(Saved entries)
++++++++++++++++++++

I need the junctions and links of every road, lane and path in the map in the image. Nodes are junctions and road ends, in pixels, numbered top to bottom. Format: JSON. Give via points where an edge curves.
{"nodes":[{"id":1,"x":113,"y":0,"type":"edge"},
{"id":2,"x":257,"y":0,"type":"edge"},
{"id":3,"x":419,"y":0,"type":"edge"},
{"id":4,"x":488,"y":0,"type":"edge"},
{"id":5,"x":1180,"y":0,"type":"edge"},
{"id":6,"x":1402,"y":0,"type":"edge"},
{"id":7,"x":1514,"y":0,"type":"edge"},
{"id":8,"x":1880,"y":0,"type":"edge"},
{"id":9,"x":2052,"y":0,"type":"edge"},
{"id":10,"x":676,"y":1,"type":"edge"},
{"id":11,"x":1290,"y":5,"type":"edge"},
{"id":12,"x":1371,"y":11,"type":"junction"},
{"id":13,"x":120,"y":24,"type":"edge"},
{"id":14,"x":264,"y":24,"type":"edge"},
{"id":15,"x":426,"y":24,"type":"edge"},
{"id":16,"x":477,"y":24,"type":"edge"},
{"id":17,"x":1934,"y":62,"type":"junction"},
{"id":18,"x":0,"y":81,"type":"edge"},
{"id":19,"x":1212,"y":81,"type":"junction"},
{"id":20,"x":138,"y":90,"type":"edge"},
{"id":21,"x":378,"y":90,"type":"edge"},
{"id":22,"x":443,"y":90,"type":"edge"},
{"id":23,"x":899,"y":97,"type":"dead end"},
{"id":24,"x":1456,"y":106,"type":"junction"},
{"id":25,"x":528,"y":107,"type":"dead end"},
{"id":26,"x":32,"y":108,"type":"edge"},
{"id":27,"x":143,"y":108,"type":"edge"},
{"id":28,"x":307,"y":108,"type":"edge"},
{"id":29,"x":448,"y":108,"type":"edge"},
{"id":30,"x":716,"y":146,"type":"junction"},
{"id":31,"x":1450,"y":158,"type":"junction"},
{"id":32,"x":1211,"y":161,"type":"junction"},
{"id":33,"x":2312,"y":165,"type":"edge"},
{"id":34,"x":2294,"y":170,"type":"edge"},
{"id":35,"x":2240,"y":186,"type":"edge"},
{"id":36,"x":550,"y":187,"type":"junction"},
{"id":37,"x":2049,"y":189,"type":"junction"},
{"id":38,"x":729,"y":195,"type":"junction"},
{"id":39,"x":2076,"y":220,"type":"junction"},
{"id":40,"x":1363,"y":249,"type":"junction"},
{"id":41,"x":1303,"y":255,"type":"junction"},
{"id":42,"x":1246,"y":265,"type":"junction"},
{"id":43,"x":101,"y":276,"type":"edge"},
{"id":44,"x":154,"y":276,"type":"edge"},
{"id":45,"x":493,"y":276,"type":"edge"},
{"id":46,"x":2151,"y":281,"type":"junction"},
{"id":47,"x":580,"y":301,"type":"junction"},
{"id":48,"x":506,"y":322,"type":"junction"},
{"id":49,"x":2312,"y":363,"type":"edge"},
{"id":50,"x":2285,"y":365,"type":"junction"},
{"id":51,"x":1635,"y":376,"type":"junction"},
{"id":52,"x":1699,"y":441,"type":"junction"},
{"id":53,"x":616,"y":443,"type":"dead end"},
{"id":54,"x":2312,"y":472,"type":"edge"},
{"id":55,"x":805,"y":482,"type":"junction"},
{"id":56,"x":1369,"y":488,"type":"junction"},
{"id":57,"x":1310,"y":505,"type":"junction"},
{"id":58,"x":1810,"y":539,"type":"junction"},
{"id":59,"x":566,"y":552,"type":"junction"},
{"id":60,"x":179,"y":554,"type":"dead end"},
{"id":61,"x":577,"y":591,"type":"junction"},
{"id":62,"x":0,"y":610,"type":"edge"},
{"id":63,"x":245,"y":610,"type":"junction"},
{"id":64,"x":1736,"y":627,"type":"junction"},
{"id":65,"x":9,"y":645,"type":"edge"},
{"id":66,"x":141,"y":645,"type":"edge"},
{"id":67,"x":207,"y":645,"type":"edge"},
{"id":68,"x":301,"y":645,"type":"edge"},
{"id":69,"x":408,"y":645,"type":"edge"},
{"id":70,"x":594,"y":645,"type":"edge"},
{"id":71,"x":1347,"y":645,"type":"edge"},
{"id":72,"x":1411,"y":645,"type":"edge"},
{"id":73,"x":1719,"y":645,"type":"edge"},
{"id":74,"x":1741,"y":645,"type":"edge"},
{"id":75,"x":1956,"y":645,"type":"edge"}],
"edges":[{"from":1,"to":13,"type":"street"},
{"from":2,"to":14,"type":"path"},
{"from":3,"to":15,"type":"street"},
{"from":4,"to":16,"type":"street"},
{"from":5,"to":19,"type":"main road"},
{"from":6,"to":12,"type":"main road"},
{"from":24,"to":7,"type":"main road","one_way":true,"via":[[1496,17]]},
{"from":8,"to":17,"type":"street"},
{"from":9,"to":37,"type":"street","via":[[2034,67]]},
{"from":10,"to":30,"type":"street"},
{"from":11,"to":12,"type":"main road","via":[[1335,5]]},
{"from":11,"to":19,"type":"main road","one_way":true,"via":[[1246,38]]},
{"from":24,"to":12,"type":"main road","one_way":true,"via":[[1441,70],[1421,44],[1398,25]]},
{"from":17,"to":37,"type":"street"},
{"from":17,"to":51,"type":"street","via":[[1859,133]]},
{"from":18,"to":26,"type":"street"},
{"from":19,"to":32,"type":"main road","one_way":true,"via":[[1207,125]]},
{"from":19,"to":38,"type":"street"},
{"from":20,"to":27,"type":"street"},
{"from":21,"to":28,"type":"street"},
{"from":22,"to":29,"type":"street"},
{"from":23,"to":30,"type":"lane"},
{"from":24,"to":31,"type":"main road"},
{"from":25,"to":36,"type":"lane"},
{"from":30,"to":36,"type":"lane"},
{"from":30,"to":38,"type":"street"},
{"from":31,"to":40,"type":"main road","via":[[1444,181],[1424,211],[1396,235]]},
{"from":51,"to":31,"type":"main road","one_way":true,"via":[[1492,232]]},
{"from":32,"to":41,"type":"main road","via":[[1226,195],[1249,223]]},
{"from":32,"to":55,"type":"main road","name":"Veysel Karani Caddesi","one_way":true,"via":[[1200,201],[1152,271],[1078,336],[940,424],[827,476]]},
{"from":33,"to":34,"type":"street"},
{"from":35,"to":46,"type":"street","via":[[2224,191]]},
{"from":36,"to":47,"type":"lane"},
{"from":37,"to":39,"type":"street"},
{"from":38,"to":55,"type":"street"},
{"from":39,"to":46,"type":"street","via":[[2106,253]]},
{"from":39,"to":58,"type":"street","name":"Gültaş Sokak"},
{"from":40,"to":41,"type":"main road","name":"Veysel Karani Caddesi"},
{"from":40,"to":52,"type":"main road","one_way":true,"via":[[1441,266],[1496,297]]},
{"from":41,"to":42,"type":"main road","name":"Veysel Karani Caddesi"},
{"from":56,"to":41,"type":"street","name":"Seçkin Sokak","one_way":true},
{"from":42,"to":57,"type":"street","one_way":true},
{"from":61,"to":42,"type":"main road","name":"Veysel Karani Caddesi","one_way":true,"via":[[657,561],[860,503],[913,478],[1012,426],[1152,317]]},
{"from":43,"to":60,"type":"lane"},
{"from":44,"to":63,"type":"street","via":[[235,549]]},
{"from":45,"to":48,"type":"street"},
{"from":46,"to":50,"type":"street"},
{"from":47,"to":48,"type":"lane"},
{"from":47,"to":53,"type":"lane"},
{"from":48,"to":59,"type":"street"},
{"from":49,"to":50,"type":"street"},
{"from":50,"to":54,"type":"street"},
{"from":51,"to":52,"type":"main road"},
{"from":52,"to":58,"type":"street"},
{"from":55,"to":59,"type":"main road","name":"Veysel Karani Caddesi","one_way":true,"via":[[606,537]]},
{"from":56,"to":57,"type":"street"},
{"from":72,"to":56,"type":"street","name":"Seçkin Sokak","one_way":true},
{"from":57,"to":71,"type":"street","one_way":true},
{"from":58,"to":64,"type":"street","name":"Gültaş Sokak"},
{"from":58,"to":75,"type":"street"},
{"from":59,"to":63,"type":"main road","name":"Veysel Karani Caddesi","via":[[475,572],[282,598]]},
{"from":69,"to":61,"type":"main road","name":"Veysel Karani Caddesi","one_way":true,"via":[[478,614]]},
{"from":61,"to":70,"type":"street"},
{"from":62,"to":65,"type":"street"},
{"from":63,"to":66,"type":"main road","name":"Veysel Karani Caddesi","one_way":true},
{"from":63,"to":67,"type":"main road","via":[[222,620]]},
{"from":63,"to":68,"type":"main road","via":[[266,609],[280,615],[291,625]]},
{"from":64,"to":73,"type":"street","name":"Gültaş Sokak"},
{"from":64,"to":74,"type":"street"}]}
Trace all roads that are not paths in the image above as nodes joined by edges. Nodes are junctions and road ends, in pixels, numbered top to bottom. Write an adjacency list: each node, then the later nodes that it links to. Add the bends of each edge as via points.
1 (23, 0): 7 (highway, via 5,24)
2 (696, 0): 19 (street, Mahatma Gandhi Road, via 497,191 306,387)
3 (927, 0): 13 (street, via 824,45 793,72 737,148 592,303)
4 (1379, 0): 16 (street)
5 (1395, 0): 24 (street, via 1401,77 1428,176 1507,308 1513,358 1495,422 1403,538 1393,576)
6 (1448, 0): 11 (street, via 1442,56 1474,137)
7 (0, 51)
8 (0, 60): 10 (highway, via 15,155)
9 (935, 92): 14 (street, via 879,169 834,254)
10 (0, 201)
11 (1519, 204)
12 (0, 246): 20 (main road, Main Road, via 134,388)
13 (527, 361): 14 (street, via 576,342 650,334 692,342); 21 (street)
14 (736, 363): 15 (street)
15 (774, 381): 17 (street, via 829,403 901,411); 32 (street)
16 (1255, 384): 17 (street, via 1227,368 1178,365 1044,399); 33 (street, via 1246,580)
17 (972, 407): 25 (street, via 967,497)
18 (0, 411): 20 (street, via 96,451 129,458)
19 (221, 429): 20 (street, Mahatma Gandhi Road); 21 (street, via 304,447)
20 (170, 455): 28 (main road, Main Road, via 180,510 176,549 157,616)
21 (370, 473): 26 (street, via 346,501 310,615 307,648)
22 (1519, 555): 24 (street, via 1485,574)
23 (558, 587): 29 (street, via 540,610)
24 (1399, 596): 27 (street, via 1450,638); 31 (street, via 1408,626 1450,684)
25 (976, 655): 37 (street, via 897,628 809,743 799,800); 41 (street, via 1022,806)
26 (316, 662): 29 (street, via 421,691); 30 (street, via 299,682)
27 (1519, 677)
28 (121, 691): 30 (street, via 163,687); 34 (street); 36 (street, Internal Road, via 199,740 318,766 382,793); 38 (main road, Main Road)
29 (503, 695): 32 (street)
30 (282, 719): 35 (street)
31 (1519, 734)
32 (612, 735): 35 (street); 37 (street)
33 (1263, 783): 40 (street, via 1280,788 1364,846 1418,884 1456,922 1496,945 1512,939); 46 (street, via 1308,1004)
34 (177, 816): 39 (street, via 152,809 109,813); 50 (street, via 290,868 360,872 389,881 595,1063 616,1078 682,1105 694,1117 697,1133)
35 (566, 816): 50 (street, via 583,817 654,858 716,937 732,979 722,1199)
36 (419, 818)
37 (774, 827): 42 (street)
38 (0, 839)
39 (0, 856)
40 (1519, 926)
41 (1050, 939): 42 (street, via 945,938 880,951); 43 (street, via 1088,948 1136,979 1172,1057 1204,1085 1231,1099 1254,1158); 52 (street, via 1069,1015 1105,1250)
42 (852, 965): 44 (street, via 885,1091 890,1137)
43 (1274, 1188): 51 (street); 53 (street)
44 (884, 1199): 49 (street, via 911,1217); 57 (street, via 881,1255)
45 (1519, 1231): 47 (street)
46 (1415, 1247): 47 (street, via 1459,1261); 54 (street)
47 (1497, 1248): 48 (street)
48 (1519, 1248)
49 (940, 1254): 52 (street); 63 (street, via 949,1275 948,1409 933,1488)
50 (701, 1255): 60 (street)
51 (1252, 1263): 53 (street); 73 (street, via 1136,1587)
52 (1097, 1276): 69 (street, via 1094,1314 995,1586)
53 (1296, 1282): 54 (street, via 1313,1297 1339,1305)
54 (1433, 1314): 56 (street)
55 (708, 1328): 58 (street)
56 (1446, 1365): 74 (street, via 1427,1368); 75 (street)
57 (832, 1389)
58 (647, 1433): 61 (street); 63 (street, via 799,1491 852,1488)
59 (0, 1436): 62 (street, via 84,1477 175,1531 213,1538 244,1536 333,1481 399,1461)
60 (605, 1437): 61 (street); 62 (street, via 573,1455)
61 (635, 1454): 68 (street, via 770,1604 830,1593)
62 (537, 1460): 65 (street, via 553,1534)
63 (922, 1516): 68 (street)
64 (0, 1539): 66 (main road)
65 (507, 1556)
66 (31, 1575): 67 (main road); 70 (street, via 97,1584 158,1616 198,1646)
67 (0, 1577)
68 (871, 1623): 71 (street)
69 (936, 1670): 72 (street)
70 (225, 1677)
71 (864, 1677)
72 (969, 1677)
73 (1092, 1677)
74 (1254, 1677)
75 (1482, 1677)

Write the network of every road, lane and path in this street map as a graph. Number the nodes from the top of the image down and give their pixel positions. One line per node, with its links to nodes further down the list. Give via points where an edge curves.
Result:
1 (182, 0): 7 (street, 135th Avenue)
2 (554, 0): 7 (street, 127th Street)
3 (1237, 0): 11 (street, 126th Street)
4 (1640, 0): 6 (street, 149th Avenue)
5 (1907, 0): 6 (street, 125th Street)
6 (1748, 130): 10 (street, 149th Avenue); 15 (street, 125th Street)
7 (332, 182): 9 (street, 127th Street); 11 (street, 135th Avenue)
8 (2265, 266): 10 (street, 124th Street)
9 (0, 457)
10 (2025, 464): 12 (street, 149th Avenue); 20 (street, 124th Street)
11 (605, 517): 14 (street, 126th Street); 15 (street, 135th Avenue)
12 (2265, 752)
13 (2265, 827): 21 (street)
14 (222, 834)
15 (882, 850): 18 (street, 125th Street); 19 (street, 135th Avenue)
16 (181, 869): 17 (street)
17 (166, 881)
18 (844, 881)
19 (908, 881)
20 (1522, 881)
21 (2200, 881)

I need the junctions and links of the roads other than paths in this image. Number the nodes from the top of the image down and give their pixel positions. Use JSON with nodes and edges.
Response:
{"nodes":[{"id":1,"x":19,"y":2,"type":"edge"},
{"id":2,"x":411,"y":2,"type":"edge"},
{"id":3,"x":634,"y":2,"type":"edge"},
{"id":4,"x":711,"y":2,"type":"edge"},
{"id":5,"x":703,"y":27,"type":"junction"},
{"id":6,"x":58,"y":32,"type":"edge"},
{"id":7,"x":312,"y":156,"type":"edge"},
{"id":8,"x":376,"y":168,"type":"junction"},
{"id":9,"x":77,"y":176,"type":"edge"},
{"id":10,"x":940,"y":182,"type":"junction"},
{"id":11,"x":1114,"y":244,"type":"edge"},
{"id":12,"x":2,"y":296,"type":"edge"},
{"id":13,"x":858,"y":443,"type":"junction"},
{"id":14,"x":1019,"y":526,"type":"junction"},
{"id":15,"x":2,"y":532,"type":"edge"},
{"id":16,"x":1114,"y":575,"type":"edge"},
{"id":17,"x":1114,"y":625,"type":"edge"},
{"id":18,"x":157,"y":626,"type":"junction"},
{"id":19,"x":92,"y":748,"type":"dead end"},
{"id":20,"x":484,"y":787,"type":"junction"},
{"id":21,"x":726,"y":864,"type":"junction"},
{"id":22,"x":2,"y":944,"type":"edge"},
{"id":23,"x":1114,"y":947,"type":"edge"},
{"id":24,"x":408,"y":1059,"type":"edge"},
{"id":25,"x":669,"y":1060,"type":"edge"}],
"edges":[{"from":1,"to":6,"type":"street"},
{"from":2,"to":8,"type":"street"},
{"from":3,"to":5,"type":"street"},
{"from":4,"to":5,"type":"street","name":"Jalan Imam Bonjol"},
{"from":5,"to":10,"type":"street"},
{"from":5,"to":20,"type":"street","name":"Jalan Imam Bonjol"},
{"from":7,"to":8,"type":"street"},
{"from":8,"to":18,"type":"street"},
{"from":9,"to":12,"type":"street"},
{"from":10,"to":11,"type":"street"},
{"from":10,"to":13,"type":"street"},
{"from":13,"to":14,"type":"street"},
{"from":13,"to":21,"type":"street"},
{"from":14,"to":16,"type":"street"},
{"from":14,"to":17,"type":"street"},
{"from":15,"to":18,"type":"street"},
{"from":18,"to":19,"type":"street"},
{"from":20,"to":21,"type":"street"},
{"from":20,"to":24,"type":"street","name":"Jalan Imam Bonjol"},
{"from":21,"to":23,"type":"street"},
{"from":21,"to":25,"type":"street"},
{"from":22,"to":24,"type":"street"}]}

++++++++++++++++++++

Filter the data above by the word "down" and copy every line that matches.

= Output =
Write the network of every road, lane and path in this street map as a graph. Number the nodes from the top of the image down and give their pixel positions. One line per node, with its links to nodes further down the list. Give via points where an edge curves.
I need the junctions and links of the roads other than paths in this image. Number the nodes from the top of the image down and give their pixel positions. Use JSON with nodes and edges.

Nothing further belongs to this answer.